* Exercise instructions: Exclude the pictures; give every entry again exactly as written.

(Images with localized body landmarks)
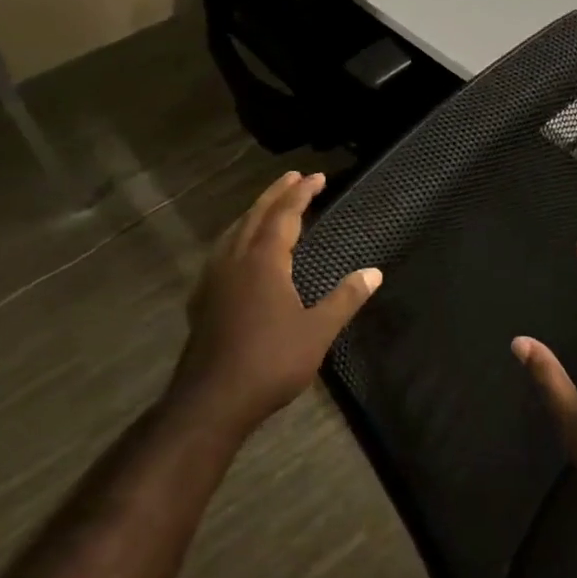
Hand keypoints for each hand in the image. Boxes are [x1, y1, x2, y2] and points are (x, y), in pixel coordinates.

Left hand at [171, 171, 381, 437]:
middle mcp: (235, 261)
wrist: (212, 400)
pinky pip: (222, 252)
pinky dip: (238, 236)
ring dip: (254, 212)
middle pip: (256, 216)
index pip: (285, 216)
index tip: (317, 177)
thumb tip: (374, 272)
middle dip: (276, 193)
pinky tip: (240, 251)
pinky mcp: (202, 299)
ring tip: (269, 205)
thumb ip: (345, 298)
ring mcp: (214, 279)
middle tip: (294, 177)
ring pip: (234, 232)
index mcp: (263, 262)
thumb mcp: (318, 331)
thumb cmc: (271, 362)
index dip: (302, 194)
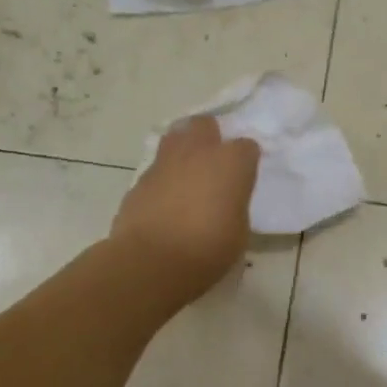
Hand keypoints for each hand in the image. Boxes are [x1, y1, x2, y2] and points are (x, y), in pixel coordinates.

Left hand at [111, 118, 259, 302]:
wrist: (151, 261)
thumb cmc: (208, 248)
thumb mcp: (239, 230)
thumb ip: (234, 205)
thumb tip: (224, 202)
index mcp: (231, 162)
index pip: (247, 146)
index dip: (246, 162)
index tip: (243, 180)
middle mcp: (199, 152)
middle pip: (205, 124)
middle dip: (210, 137)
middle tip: (212, 164)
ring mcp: (165, 163)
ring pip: (175, 137)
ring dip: (183, 150)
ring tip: (186, 174)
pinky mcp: (139, 179)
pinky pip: (156, 169)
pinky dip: (162, 179)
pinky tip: (164, 202)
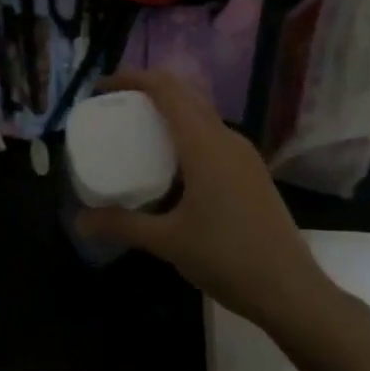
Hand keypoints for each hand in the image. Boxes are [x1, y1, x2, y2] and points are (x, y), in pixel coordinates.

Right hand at [74, 71, 355, 337]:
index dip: (132, 79)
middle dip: (147, 92)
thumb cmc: (227, 258)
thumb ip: (122, 224)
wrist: (291, 291)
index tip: (102, 89)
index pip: (166, 90)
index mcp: (204, 145)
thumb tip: (79, 221)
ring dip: (168, 112)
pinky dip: (185, 134)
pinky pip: (212, 136)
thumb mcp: (167, 241)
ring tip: (136, 132)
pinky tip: (170, 165)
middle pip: (184, 96)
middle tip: (114, 108)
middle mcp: (226, 139)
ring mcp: (244, 155)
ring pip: (200, 115)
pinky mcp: (251, 172)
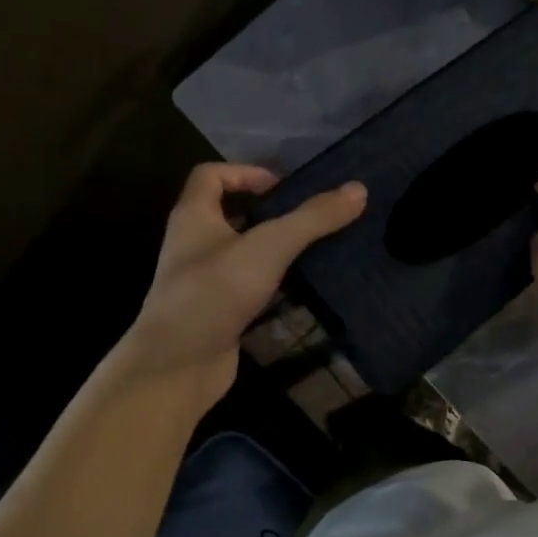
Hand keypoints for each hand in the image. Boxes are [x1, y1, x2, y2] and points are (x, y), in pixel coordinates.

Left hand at [108, 163, 365, 414]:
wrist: (178, 364)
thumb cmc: (216, 292)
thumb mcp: (270, 247)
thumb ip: (313, 218)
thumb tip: (359, 189)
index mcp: (194, 216)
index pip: (211, 175)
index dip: (246, 173)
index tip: (284, 189)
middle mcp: (193, 243)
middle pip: (229, 213)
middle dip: (268, 212)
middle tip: (308, 220)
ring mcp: (203, 280)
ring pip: (241, 252)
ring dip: (273, 249)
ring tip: (313, 251)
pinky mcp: (216, 311)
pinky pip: (246, 285)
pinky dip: (271, 282)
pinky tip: (298, 289)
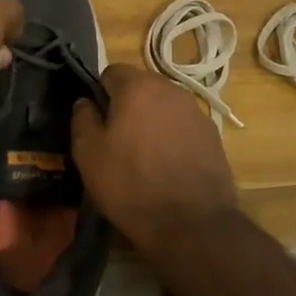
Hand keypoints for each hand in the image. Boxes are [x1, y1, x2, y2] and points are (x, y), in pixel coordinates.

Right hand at [71, 64, 237, 248]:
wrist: (192, 224)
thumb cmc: (131, 184)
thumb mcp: (89, 154)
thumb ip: (82, 119)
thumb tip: (85, 102)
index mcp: (138, 86)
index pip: (111, 72)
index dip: (100, 94)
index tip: (97, 122)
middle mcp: (170, 89)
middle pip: (140, 86)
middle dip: (127, 105)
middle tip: (117, 140)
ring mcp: (196, 111)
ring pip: (163, 106)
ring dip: (151, 120)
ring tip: (144, 155)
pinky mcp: (212, 134)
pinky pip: (183, 125)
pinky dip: (172, 136)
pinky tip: (168, 165)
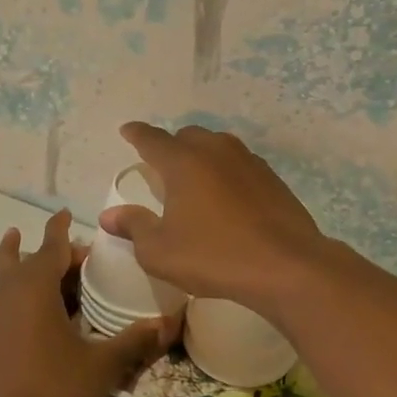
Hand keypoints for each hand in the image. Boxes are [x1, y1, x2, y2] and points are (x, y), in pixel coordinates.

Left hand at [0, 209, 178, 396]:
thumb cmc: (53, 393)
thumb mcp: (102, 367)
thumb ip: (134, 341)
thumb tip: (169, 322)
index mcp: (38, 290)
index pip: (54, 249)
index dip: (64, 232)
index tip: (68, 214)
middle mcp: (7, 294)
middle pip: (29, 261)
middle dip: (49, 252)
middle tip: (70, 256)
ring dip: (9, 257)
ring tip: (11, 237)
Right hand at [97, 123, 330, 310]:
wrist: (286, 265)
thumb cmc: (215, 256)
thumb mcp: (161, 251)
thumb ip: (134, 227)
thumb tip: (109, 215)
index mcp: (183, 162)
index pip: (152, 139)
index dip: (136, 134)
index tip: (127, 130)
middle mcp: (215, 151)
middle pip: (187, 137)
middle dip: (171, 147)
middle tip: (162, 168)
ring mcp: (248, 161)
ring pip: (217, 146)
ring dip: (201, 156)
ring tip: (195, 181)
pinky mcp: (271, 178)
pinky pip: (239, 164)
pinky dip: (226, 172)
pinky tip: (227, 197)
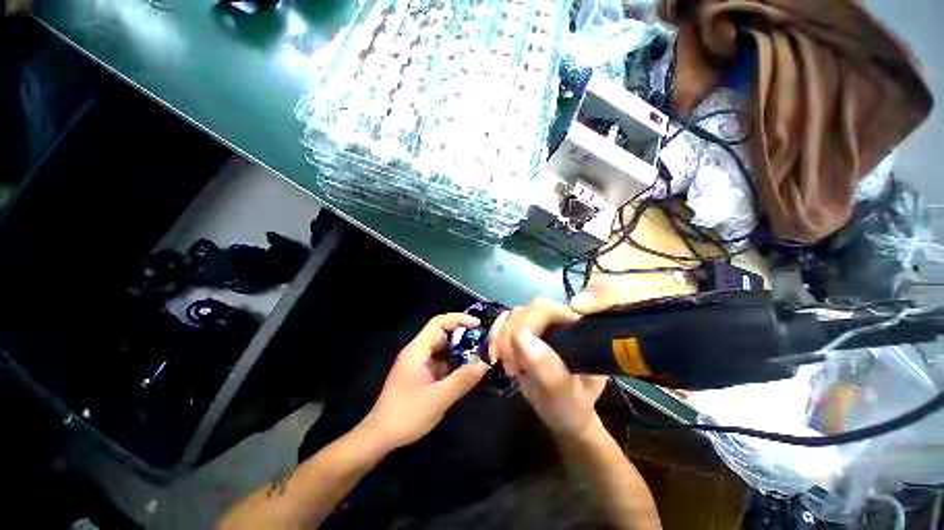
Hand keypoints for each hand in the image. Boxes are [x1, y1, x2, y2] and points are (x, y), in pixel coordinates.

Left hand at [362, 313, 488, 449]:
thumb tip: (484, 365)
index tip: (478, 325)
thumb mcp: (437, 399)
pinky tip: (467, 369)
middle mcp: (417, 352)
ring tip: (480, 354)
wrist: (380, 436)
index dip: (459, 319)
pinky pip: (441, 361)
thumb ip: (461, 380)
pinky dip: (454, 362)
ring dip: (459, 349)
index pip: (438, 323)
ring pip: (442, 348)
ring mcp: (419, 363)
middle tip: (483, 342)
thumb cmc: (406, 416)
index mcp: (417, 351)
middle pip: (441, 334)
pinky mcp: (421, 373)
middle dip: (462, 335)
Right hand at [488, 298, 607, 436]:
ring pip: (513, 314)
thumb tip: (522, 338)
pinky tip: (496, 356)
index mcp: (576, 328)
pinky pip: (503, 321)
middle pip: (526, 310)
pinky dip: (495, 336)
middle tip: (512, 369)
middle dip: (511, 336)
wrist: (564, 410)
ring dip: (501, 339)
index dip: (526, 327)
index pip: (545, 310)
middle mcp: (559, 317)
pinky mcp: (525, 327)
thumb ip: (547, 368)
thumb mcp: (564, 394)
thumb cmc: (571, 405)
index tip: (519, 363)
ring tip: (507, 367)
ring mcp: (541, 321)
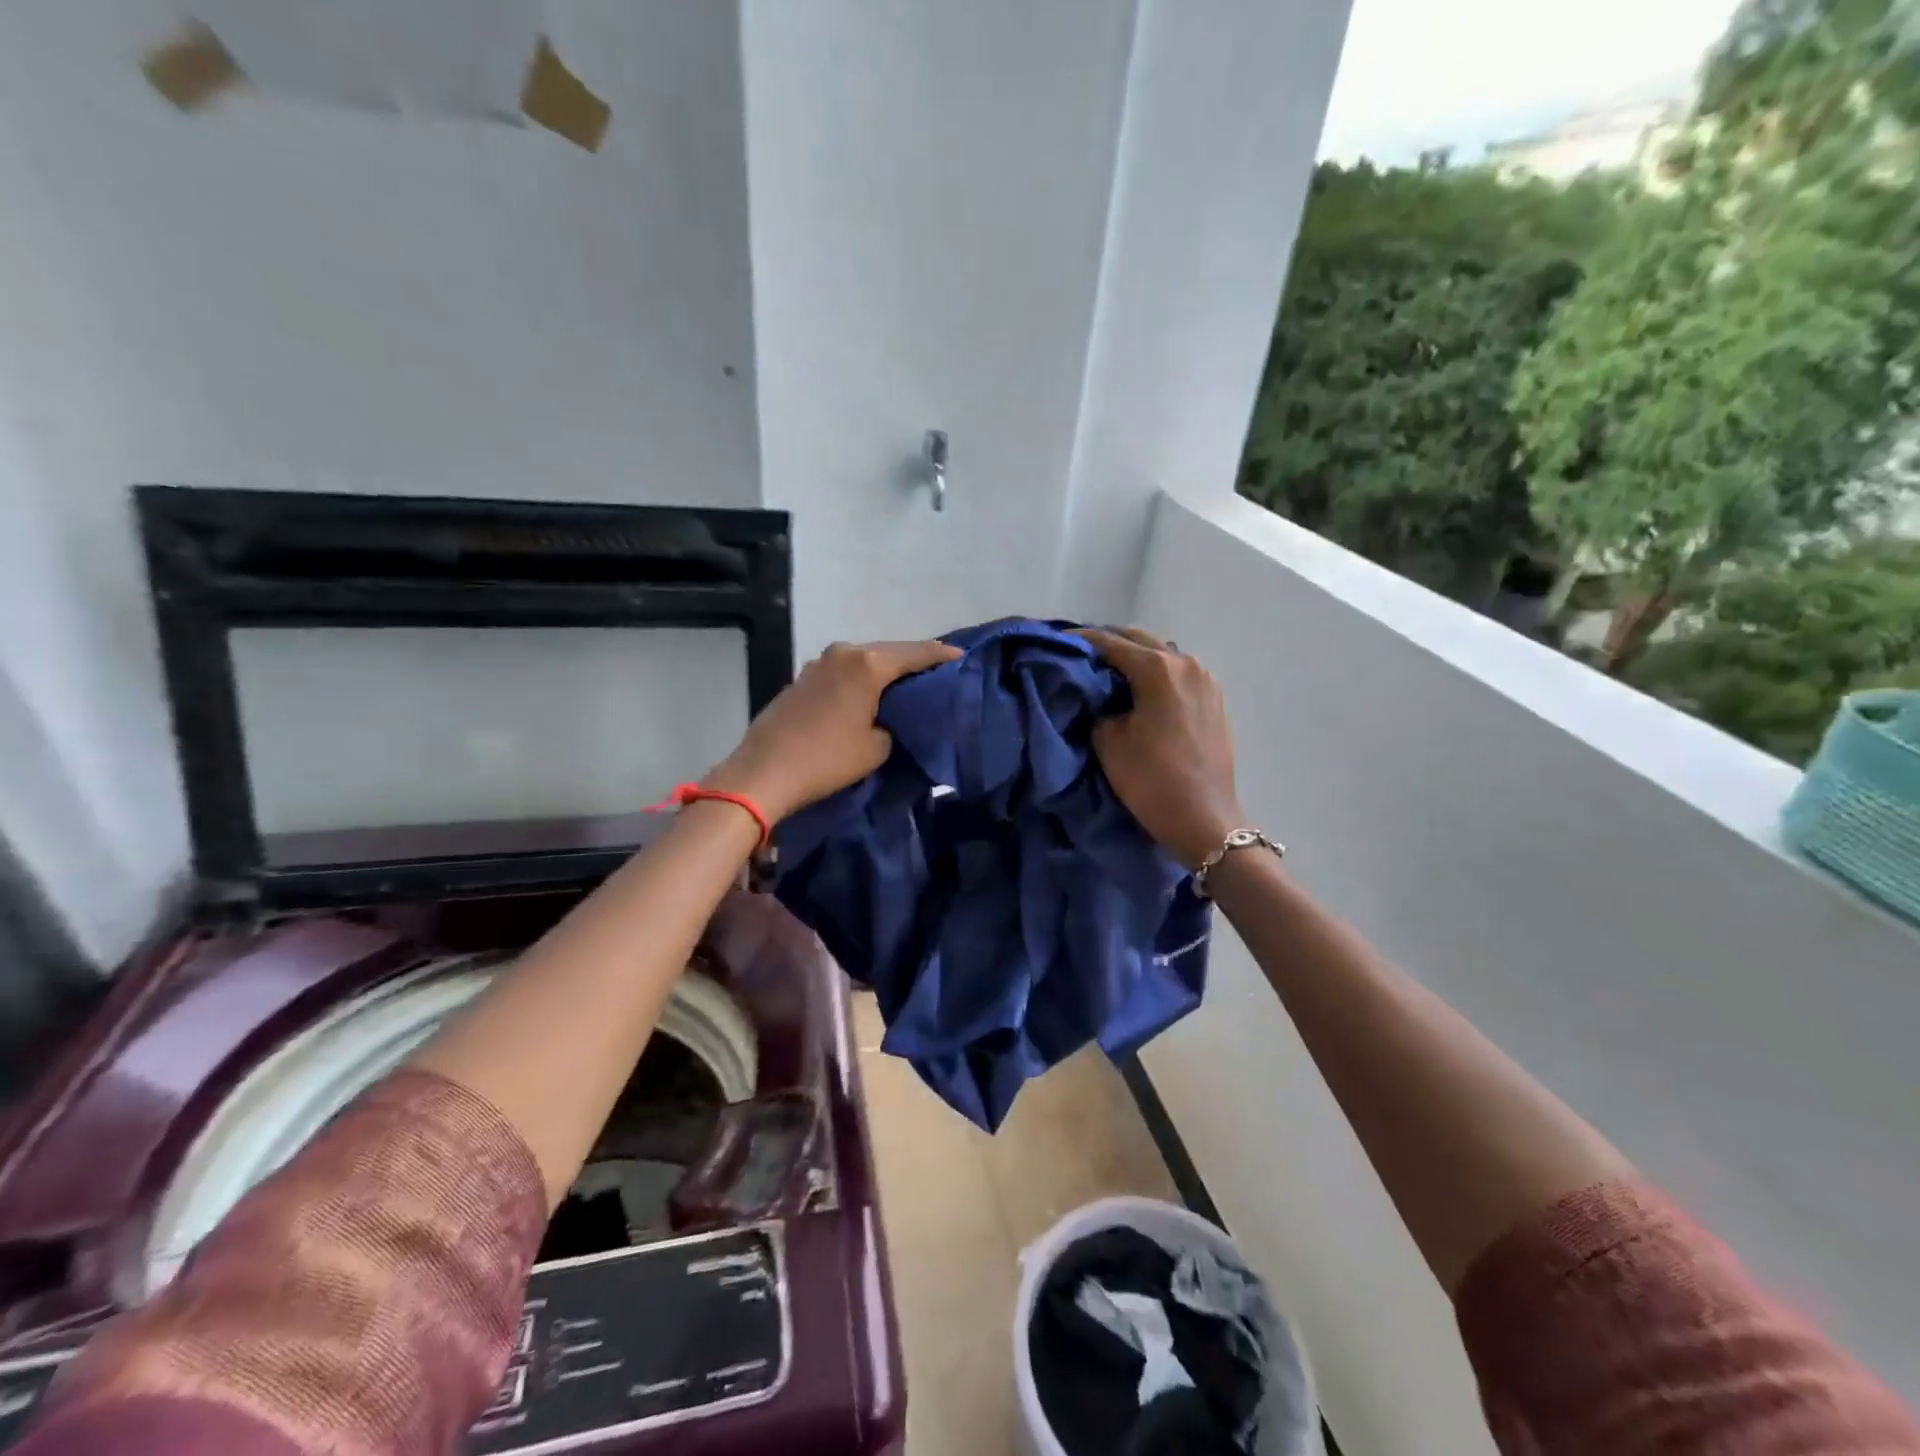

* Exercise answer:
Hand keypoints for each hand in the image. Boxes are [x1, y1, x2, y2] and points are (x, y), in pixel coordinates.

Left hand at [171, 171, 381, 437]:
middle mcp: (235, 261)
wrist: (212, 400)
pinky pip: (222, 252)
pinky dip: (238, 236)
ring dip: (254, 212)
middle pip: (256, 216)
index pip: (285, 216)
index tip: (317, 177)
thumb tip: (374, 272)
middle dip: (276, 193)
pinky tip: (240, 251)
pinky mcp: (202, 299)
ring tip: (269, 205)
thumb ip: (345, 298)
ring mcp: (214, 279)
middle tip: (294, 177)
ring pip: (234, 232)
index mcp: (263, 262)
thumb mcp: (318, 331)
thumb cmc: (271, 362)
index dip: (302, 194)
Hand keypoints for each hand in the image. Boxes are [x1, y1, x2, y2] and points are (x, y), in pixel coordinates.

Left hand at [111, 118, 259, 302]:
wrist: (151, 261)
thumb cmc: (208, 248)
thumb mcp: (239, 230)
thumb ip: (234, 205)
thumb tip: (224, 202)
index mcp: (231, 162)
index pip: (247, 146)
index dip: (246, 162)
index tip: (243, 180)
middle mcp: (199, 152)
middle pip: (205, 124)
middle dip: (210, 137)
middle tip: (212, 164)
ring mcp: (165, 163)
ring pip: (175, 137)
ring dip: (183, 150)
ring tip: (186, 174)
pinky mcp: (139, 179)
pinky pip: (156, 169)
pinky dip: (162, 179)
pinky tip: (164, 202)
Hand keypoints for each hand in the image. Boxes are [x1, y1, x2, y2] and points are (x, y), in pixel coordinates.

Right hand at [74, 71, 355, 337]:
index dip: (132, 79)
middle dip: (147, 92)
thumb cmc: (227, 258)
thumb ip: (122, 224)
wrist: (291, 291)
index tip: (102, 89)
index pip: (166, 90)
index mcp: (204, 145)
thumb tip: (79, 221)
ring dip: (168, 112)
pinky dip: (185, 134)
pinky pip: (212, 136)
thumb mcp: (167, 241)
ring tip: (136, 132)
pinky tip: (170, 165)
middle pip: (184, 96)
middle tip: (114, 108)
middle mcp: (226, 139)
ring mcp: (244, 155)
ring pip: (200, 115)
pinky mcp: (251, 172)
Hand keypoints for each hand in the image. Boxes are [x1, y1, x2, y2] and points are (x, y), in pixel coordinates.

Left hand at [108, 163, 365, 414]:
wrist: (178, 364)
thumb cmc: (216, 292)
thumb mcp: (270, 247)
thumb ip: (313, 218)
thumb tip: (359, 189)
index mcp: (194, 216)
index pip: (211, 175)
index dip: (246, 173)
index tip: (284, 189)
middle mcp: (193, 243)
middle pip: (229, 213)
middle dip: (268, 212)
middle tip: (308, 220)
ring mcp: (203, 280)
ring pip: (241, 252)
ring dip: (273, 249)
ring tip: (313, 251)
pinky mcp: (216, 311)
pinky pip: (246, 285)
pinky dip: (271, 282)
pinky tip: (298, 289)
Hand keypoints for each hand in the image. Boxes are [x1, y1, x2, y2] and points are (x, y), in pixel coordinates.

Right hand at [71, 64, 237, 248]:
wrist: (192, 224)
thumb cmc: (131, 184)
thumb mcp: (89, 154)
thumb ip: (82, 119)
thumb tip: (85, 102)
index mcp: (138, 86)
index pip: (111, 72)
index dip: (100, 94)
index tip: (97, 122)
middle mcp: (170, 89)
middle pip: (140, 86)
middle dip: (127, 105)
middle tip: (117, 140)
ring mcp: (196, 111)
ring pip: (163, 106)
ring dip: (151, 120)
ring tip: (144, 155)
pinky mcp: (212, 134)
pinky pip: (183, 125)
pinky dip: (172, 136)
pinky tip: (168, 165)
Hand keypoints for each hand in the image. Boxes are [x1, y1, x2, y2] and points are (x, y), in pixel coordinates.

Left hand at [0, 209, 178, 396]:
thumb cmc: (53, 393)
thumb mcp: (102, 367)
thumb ip: (134, 341)
thumb tip: (169, 322)
index mcp: (38, 290)
index pip: (54, 249)
index dip: (64, 232)
index tip: (68, 214)
middle mcp: (7, 294)
middle pip: (29, 261)
middle dip: (49, 252)
middle tip: (70, 256)
ring dip: (9, 257)
ring tip: (11, 237)
Right hand at [97, 123, 330, 310]:
wrist: (286, 265)
thumb cmc: (215, 256)
thumb mcp: (161, 251)
thumb ip: (134, 227)
thumb tip: (109, 215)
index mcp: (183, 162)
index pip: (152, 139)
index dip: (136, 134)
index tip: (127, 130)
middle mcp: (215, 151)
middle pip: (187, 137)
middle dip: (171, 147)
middle tip: (162, 168)
ring mcp: (248, 161)
ring pip: (217, 146)
ring dip: (201, 156)
ring tip: (195, 181)
pinky mcp: (271, 178)
pinky pip: (239, 164)
pinky dip: (226, 172)
pinky tip: (227, 197)
Hand keypoints for each hand in the image. Boxes are [x1, y1, x2, y2] and points are (x, y), in pixel coordinates.

Left hand at [362, 313, 488, 449]:
thumb tip: (484, 365)
index tip: (478, 325)
thumb mcp: (437, 399)
pinky tip: (467, 369)
middle mcp: (417, 352)
ring tip: (480, 354)
wrist: (380, 436)
index dip: (459, 319)
pinky pip: (441, 361)
thumb ip: (461, 380)
pinky dip: (454, 362)
ring dip: (459, 349)
index pip: (438, 323)
ring pip: (442, 348)
ring mcp: (419, 363)
middle tip: (483, 342)
thumb cmc: (406, 416)
index mcp: (417, 351)
middle pip: (441, 334)
pinky mcp: (421, 373)
middle dip: (462, 335)
Right hand at [488, 298, 607, 436]:
ring pip: (513, 314)
thumb tip: (522, 338)
pinky tip: (496, 356)
index mcp: (576, 328)
pinky pip: (503, 321)
middle pip: (526, 310)
pinky dip: (495, 336)
middle tip: (512, 369)
middle dip: (511, 336)
wrist: (564, 410)
ring dip: (501, 339)
index dip: (526, 327)
index pip: (545, 310)
middle mcp: (559, 317)
pinky mcp: (525, 327)
thumb ip: (547, 368)
thumb mcp: (564, 394)
thumb cmc: (571, 405)
index tip: (519, 363)
ring tip: (507, 367)
ring mcp: (541, 321)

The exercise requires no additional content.